17. In a decision (no. U-I-6326/2011) of 7 February 2017, the Constitutional Court refused eight petitions to institute proceedings for a review of the constitutionality of sections 131-133 of the Roads Act.

18. The court first explained that under the relevant domestic law in force before 2009, roads could not be owned, even by the State. As a result of the legislative changes in 2009, the State had become the owner of all public roads in the territory of Croatia by the operation of law.

19. The Constitutional Court further held that the Roads Act had merely reclassified the existing public roads according to their technical characteristics into (a) public roads, which were to remain under State ownership, and (b) unclassified roads, which were to be transferred from State ownership to the ownership of local government units. Thus, all public and unclassified roads were those which had passed into State ownership before the entry into force of the Roads Act and in respect of which “expropriation proceedings were (or should have been) carried out and compensation paid”.

20. However, not all such roads had been recorded in the land register as being under State ownership. Sections 131 and 133 had thus merely governed the registration in the name of local government units of the unclassified roads previously owned by the State, regardless of whether the previous State ownership of such roads had been recorded in the land register.

21. In the Constitutional Court’s view, former owners of land with unclassified roads were not prevented from protecting their rights, as they could institute civil proceedings under the general rules of civil law and seek compensation for the land taken from them, if such compensation had not already been paid. In that respect the Constitutional Court specifically referred to section 33 of the Property Act (see paragraph 23 below).

(b) Decision of 19 March 2019

22 . In a decision (no. U-I-774/2019) of 19 March 2019, the Constitutional Court refused a petition to institute proceedings for a review of the constitutionality of sections 131-133 of the Roads Act and emphasised that, although the misapplication of any legislation was always possible, that in itself was not sufficient grounds to find the contested legislation unconstitutional. Instead, legal remedies were available against decisions in which the law had been wrongly applied. The Constitutional Court in that case specifically drew the petitioner’s attention to section 168 of the Property Act (see paragraph 23 below).

23 . The relevant provisions of the Ownership and Other Rights In Rem Act ( Zakon o vlasništvu i drugim stvarnim pravima , Official Gazette no. 91/96 with subsequent amendments – “the Property Act”), which has been in force since 1 January 1997, provide as follows:

Compensation

Section 33

“(1) Ownership may, in the interest of the Republic of Croatia and in accordance with the law, be taken away (complete expropriation) or restricted by establishing a right over the owner’s property in favour of another person (partial expropriation), in which case the owner shall be entitled to compensation in accordance with the expropriation legislation.

...

(3) If the owners are, in respect of an item of their property, subject to restrictions for the protection of the interests and security of the Republic of Croatia, nature, the environment or public health, which require from them, but not from all other owners of such property, a heavier sacrifice, or otherwise place them in a position similar to the one in which they would have been had the expropriation been carried out, they shall be entitled to compensation as for expropriation.”

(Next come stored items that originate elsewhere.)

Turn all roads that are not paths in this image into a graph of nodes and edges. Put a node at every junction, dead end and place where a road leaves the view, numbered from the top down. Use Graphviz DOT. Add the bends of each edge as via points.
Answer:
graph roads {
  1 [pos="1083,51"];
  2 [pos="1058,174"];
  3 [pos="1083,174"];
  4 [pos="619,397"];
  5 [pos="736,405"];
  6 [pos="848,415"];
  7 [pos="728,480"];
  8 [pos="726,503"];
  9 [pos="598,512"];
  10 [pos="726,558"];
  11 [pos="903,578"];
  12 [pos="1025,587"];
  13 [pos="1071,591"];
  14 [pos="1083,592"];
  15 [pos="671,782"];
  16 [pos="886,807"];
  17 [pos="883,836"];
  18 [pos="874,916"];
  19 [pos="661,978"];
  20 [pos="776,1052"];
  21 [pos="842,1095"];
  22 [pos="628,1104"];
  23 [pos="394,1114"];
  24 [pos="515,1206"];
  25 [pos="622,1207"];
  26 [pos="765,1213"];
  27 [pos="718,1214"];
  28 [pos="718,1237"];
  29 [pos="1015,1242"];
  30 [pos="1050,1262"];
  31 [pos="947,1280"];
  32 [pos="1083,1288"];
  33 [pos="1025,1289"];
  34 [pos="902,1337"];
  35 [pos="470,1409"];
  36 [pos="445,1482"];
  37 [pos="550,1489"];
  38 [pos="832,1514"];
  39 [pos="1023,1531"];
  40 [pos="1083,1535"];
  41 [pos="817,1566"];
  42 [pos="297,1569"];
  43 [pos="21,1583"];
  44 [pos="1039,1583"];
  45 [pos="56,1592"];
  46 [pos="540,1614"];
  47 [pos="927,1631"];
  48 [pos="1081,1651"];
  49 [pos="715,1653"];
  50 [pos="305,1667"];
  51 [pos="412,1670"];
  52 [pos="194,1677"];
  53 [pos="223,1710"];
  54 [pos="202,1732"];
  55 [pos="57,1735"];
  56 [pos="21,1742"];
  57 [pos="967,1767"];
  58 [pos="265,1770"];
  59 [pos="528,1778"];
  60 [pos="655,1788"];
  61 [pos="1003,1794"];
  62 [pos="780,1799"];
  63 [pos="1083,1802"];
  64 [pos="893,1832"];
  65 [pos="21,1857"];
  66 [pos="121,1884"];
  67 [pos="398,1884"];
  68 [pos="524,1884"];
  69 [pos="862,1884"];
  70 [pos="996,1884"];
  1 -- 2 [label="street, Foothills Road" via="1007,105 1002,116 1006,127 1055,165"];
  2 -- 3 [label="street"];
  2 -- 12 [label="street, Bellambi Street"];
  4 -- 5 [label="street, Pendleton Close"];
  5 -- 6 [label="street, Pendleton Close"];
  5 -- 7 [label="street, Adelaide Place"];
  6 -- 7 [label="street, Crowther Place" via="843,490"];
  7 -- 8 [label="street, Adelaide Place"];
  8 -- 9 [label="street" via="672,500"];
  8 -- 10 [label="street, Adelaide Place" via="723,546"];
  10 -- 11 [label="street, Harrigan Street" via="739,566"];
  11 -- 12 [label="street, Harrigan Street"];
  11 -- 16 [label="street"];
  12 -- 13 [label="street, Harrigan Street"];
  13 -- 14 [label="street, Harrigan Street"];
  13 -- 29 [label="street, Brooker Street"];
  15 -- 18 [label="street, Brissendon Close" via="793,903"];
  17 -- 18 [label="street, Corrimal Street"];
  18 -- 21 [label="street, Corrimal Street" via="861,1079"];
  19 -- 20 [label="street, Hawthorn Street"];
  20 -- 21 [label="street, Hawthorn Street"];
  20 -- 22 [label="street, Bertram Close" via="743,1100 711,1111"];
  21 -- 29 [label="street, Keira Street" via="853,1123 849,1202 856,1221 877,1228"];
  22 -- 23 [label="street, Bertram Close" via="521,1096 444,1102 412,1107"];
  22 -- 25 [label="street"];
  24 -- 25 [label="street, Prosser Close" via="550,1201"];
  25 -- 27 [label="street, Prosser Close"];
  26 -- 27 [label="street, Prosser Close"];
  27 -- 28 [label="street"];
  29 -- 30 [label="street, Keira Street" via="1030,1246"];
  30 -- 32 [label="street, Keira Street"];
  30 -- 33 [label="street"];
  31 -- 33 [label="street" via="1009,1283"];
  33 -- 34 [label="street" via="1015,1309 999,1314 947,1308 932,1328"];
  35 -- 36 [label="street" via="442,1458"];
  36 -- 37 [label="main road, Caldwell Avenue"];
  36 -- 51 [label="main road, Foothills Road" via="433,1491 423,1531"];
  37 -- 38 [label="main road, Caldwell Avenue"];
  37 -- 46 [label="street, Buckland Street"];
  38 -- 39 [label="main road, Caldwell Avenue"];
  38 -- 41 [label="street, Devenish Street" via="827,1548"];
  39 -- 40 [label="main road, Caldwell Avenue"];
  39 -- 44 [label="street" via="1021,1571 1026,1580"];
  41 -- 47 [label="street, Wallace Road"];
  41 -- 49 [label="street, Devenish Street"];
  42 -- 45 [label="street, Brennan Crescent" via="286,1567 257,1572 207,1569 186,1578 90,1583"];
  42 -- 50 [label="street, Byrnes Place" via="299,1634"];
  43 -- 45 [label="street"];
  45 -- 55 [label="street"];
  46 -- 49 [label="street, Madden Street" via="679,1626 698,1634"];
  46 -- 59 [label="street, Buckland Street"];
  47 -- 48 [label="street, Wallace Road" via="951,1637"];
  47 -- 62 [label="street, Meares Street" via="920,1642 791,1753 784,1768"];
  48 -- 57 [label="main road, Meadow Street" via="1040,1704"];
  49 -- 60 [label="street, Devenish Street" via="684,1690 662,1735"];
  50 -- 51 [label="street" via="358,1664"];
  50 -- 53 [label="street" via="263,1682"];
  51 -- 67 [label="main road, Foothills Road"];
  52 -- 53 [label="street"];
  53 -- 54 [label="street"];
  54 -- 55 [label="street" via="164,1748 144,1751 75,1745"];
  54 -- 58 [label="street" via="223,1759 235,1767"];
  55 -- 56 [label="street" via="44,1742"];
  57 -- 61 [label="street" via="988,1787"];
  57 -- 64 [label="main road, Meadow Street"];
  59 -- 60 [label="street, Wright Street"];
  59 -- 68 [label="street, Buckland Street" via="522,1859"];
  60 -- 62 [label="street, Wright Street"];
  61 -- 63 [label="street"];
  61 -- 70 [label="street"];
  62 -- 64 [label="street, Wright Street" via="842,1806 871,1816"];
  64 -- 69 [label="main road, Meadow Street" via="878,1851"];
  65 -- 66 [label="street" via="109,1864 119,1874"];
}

Protection from breaches resulting from land register entries

Section 168

“If the right of ownership is breached as a result of an invalid entry in the land register, the owners shall be entitled to protect themselves by [resorting to] remedies ... provided for by the rules of land-register law.”

24 . Croatian law provides for a special civil action, a so-called “strike-out action” ( brisovna tužba ), which aims to protect property owners and holders of other rights recordable in the land register from interferences with their rights as a result of wrongful entries in that register. Section 129(1) of the 1996 Land Register Act ( Zakon o zemljišnim knjigama , Official Gazette no. 91/96 with further amendments), which was in force between 1 January 1997 and 5 July 2019, provided that any holder of a land register right which had been breached as a result of an entry in favour of another person could bring a civil action with a view to having that entry struck out and the previous land register status restored. The same provision is contained in section 150(1) of the 2019 Land Register Act ( Zakon o zemljišnim knjigama , Official Gazette no. 63/19), which has been in force since 6 July 2019.

COMPLAINTS

25. The applicants complained under Article 1 of Protocol No. 1 to the Convention that they had been deprived of their property without compensation.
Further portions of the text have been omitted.